This is not correct on x86-64 as it would allocate tick in either ax or dx. You have to use the following variant instead:

unsigned long long rdtsc (void)
{
  unsigned int tickl, tickh;
  __asm__ __volatile__("rdtsc":"=a"(tickl),"=d"(tickh));
  return ((unsigned long long)tickh << 32)|tickl;
}

rdtsc_disassemble

TSC是一个64位的寄存器,相当与一个计数器(It counts the number of CPU cycles since its reset),但我们所需要的是时间,而不是计数。由于TSC的值是每个CPU时钟周期增加1,所以只要知道了CPU的时间频率,就可以将这个值换算成时间。因为对精度的要求并不是很高(微秒级),我们只需要获得以兆为单位的大约值就可以了。下面的函数获得CPU的频率

static inline int getcpuspeed_mhz(unsigned int wait_us)
{
   uint64_t tsc1, tsc2;
   struct timespec t;

    t.tv_sec = 0;
    t.tv_nsec = wait_us * 1000;

    tsc1 = RDTSC();

    // If sleep failed, result is unexpected, the caller should retry
    if (nanosleep(&t, NULL)) {
         return -1;
    }

     tsc2 = RDTSC();
     return (tsc2 - tsc1) / (wait_us);
}

CPU频率和TSC的换算公式如下:知道了TSC的偏移CPU频率,就可以获得时间偏移了。
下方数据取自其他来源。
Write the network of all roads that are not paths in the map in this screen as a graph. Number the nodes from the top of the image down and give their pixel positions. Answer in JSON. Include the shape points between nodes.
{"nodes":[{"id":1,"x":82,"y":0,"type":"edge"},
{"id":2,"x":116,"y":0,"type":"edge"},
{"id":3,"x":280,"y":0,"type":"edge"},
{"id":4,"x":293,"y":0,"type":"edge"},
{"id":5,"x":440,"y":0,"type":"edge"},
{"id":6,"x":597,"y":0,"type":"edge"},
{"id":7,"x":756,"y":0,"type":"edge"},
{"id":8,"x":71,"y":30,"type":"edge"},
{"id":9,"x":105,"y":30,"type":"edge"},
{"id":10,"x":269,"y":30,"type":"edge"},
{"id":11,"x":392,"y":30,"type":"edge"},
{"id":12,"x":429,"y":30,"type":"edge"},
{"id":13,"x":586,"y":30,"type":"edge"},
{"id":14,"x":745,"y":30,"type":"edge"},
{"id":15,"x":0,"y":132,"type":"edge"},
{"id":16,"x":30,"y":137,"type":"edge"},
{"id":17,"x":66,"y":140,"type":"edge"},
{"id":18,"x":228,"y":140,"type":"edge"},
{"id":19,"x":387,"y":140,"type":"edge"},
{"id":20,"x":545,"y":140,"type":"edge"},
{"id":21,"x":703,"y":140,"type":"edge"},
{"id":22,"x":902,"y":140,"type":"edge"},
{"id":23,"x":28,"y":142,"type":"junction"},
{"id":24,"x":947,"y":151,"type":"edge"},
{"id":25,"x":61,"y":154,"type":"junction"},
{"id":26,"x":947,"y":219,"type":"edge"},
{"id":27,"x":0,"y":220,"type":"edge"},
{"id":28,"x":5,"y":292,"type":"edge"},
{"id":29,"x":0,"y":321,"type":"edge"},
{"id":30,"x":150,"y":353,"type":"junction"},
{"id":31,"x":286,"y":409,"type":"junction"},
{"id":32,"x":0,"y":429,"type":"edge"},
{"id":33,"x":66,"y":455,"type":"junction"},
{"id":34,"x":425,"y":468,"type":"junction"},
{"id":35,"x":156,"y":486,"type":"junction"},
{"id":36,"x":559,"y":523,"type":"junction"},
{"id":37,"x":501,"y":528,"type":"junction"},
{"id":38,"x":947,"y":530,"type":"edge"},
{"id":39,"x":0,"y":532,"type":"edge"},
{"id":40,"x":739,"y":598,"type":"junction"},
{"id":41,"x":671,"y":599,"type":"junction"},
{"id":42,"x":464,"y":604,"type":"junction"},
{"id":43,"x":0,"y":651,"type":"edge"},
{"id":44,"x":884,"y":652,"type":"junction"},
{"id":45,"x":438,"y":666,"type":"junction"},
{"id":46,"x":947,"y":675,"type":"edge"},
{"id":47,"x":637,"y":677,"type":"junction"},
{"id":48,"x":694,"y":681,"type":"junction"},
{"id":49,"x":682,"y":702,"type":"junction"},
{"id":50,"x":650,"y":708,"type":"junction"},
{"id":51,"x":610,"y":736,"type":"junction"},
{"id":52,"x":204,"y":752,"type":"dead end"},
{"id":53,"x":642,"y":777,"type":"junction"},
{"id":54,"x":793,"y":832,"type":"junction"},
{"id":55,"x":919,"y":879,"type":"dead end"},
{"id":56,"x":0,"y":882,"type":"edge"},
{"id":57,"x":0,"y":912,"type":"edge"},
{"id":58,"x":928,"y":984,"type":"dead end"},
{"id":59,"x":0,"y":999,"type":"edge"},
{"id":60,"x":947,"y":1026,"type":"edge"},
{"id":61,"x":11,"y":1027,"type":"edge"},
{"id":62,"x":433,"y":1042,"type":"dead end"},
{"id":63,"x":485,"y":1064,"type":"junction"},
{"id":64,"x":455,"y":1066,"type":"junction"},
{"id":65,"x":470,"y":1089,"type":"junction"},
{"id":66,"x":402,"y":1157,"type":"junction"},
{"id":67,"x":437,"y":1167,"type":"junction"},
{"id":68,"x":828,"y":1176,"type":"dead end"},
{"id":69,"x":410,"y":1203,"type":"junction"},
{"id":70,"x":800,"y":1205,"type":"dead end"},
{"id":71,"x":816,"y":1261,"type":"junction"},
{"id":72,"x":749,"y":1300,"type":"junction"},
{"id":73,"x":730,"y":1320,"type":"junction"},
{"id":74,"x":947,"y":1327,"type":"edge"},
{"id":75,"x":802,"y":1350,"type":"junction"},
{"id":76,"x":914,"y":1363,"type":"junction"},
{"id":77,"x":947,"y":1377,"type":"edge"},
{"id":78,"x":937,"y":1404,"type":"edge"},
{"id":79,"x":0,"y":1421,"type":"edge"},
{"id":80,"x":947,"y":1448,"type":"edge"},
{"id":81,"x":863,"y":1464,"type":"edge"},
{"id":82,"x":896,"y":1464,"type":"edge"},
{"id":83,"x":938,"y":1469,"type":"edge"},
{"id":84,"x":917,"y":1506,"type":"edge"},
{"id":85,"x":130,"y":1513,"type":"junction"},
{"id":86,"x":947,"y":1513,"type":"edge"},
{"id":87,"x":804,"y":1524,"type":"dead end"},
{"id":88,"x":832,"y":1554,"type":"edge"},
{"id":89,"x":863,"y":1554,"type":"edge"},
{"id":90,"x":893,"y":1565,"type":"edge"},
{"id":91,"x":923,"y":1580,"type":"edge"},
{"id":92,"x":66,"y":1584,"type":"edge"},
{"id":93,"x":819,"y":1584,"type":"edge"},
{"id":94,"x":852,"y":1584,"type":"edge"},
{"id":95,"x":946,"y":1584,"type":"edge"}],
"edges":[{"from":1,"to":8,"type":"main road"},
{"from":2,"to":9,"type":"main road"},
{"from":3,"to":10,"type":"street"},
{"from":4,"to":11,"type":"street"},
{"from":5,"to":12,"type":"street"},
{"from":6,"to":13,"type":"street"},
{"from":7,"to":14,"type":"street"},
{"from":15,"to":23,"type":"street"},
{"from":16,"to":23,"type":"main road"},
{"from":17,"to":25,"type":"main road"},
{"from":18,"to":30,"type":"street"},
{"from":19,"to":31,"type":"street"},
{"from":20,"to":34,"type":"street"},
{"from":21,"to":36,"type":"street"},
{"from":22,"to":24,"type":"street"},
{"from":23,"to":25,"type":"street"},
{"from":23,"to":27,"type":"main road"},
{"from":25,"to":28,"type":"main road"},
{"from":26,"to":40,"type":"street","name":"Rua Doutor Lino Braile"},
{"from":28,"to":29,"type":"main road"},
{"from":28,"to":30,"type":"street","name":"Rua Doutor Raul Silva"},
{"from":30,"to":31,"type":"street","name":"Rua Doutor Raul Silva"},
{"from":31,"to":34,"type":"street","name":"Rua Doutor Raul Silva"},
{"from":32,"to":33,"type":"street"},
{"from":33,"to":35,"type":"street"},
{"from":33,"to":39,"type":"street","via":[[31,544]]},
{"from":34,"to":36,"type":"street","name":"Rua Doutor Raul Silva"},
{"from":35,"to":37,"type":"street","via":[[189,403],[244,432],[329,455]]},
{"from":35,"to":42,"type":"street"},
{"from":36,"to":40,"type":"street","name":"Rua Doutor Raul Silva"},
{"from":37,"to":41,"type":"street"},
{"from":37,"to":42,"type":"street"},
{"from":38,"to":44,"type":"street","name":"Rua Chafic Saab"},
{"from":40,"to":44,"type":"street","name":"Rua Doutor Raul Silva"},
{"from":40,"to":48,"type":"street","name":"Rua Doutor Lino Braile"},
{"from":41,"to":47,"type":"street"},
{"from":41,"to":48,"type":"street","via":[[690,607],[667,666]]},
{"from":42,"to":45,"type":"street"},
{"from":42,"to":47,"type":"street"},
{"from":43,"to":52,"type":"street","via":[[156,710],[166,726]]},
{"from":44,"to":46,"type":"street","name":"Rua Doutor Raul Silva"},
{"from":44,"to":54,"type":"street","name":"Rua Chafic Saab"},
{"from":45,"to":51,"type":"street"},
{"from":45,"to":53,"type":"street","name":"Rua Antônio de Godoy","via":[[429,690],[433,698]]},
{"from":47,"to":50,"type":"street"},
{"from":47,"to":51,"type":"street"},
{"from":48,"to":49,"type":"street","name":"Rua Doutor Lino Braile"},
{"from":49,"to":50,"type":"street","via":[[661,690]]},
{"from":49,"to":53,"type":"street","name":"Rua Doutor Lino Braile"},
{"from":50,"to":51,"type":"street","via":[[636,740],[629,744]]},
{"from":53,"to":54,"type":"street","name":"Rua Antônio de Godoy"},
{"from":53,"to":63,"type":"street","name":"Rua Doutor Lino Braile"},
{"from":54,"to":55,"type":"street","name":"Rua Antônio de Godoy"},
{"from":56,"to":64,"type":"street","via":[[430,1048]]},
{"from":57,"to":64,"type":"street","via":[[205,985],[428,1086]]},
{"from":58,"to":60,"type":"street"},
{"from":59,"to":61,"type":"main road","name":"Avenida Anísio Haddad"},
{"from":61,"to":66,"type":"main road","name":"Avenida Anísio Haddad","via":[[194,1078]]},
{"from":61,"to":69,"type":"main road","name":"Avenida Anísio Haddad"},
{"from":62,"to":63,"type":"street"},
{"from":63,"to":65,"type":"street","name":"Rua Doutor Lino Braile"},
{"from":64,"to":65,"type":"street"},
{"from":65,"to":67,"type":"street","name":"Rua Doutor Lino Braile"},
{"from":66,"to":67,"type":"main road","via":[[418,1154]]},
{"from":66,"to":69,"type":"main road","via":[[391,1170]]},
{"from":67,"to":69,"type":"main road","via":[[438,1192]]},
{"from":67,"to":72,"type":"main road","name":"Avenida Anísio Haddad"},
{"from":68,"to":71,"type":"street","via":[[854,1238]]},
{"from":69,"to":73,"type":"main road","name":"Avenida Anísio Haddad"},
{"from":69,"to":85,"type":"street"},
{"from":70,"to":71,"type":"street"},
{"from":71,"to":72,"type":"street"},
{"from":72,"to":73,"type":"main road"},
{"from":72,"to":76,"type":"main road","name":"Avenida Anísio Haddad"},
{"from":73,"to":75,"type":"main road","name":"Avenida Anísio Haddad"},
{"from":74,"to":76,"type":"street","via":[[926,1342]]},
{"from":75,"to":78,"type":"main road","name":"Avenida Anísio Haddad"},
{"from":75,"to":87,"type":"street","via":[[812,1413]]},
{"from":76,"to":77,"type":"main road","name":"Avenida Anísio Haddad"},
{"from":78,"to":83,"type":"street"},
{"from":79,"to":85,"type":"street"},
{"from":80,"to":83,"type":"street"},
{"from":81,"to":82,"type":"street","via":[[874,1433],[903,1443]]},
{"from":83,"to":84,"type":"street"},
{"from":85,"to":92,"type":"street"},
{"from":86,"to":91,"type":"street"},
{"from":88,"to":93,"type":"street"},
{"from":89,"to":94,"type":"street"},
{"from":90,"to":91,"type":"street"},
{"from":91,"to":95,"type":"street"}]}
cpu_speed_mhz = tsc_offset / time_offset_us

对于 Windows 比较简单,直接提供了对应的指令__rdtsc

// rdtsc.cpp
// processor: x86, x64
#include <stdio.h>
#include <intrin.h>

#pragma intrinsic(__rdtsc)

int main()
{
    unsigned __int64 i;
    i = __rdtsc();
    printf_s("%I64d ticks\n", i);
}

测试程序:

#include <cstdio>
#include <time.h>
#include <sys/time.h>
#include <ctime>
#include <chrono>

int main()
{
        struct timespec tp;
        struct timeval tv;
        int i = 0;
        int j = 0;
        for (i = 0; i < 1000000; ++i)
        {
                // vdso
                gettimeofday(&tv, NULL);
                j += tv.tv_usec % 2;

                // https://linux.die.net/man/3/clock_gettime

                // vdso
                //clock_gettime(CLOCK_REALTIME, &tp);
                //clock_gettime(CLOCK_MONOTONIC, &tp);
                //clock_gettime(CLOCK_REALTIME_COARSE, &tp);
                //clock_gettime(CLOCK_MONOTONIC_COARSE, &tp);

                // syscall
                //clock_gettime(CLOCK_THREAD_CPUTIME_ID, &tp);
                //clock_gettime(CLOCK_PROCESS_CPUTIME_ID, &tp);

                // vdso
                //auto t = std::time(0);
                //printf("%u\n", t);

                // syscall
                //auto t = std::chrono::system_clock::now().time_since_epoch() / std::chrono::seconds(1);
                //std::chrono::system_clock::now();
                std::chrono::steady_clock::now();

                j += tp.tv_sec % 2;
        }
        return 0;

}

系统调用优化,通过vsyscallvdso(virtual dynamic shared object)两种机制用来加速系统调用的处理。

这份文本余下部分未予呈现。